The Channel9 wiki contained only eight pages when it was launched in March 2004, with placeholders for discussions on three upcoming products ("Longhorn," "Whidbey" and "Yukon"). However, in its first six months of existence, collaboration between developers who visited the site and the employees who moderate it has generated more than 300 pages of content. These pages are wide-ranging, with everything from product feedback on existing Microsoft products to a page for customers who are dissatisfied with the Microsoft browser. Other than restricting content from users that contains hate speech, the site is allowed to grow on its own–even when it is critical of its host.
Ross Mayfield, CEO of SocialText, thinks wikis are important. He should. His company provides wiki-based collaboration software for customers such as Disney and Kodak. So far, most of SocialText’s customers are using wikis for various types of internal collaboration, some of which is in areas that directly affect the customer experience.

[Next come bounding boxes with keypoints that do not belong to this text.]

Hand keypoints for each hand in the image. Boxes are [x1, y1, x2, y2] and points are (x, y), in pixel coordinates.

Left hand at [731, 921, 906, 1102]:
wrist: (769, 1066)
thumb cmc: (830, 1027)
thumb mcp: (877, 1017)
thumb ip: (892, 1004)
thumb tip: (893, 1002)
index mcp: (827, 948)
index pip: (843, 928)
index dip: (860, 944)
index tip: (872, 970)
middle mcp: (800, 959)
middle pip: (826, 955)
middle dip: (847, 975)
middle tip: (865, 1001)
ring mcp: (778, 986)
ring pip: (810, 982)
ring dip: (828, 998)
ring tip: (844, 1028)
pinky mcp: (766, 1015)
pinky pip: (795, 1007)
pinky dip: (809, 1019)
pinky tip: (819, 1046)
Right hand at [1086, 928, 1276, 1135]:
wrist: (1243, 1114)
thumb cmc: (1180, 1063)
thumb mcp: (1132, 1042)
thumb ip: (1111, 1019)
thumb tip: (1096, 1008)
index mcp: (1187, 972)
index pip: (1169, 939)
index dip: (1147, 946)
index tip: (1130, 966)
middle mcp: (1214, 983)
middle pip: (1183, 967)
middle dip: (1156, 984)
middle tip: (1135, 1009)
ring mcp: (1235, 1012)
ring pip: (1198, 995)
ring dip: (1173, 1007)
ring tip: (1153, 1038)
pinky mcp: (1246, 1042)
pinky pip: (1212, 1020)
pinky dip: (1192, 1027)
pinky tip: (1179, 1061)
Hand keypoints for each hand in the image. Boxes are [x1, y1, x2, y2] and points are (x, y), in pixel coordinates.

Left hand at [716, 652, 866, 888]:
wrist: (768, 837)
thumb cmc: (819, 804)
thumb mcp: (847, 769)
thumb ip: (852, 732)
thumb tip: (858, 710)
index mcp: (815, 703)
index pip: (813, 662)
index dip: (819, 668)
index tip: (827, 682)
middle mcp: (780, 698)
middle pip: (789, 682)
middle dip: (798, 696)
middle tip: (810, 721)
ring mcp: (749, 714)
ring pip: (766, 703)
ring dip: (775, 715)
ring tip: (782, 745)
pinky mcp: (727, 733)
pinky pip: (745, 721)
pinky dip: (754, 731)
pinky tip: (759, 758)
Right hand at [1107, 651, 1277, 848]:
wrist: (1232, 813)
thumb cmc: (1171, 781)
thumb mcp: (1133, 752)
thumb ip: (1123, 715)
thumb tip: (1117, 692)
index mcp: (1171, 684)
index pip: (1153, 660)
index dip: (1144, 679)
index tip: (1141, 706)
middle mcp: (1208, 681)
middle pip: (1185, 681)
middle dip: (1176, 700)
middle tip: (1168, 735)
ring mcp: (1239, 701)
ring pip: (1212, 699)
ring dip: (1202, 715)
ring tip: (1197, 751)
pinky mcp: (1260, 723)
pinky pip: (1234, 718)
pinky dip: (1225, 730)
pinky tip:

One SocialText customer, Stata Labs, is using wikis as collaboration mechanism to span its geographically-dispersed customer service organizations in the United States and India. According to Mayfield, Stata Labs reduced its call center costs 10 percent by using wikis to connect the first-level support team in India with the second-line support team located in the United States. A sizeable portion of the savings comes from using the wiki as a key piece of institutional memory, greatly reducing the incidents of support technicians re-asking the same question multiple times.
A law firm that is a customer of Mayfield’s "has 400 workspaces, one for each of their clients, where they securely share billable hour info, files and work transparently," Mayfield said. This reduces the time and effort the law firm needs to communicate with its customers, shortening the time it takes to resolve issues.
Put another way, the wiki may be starting to live up to its strange name.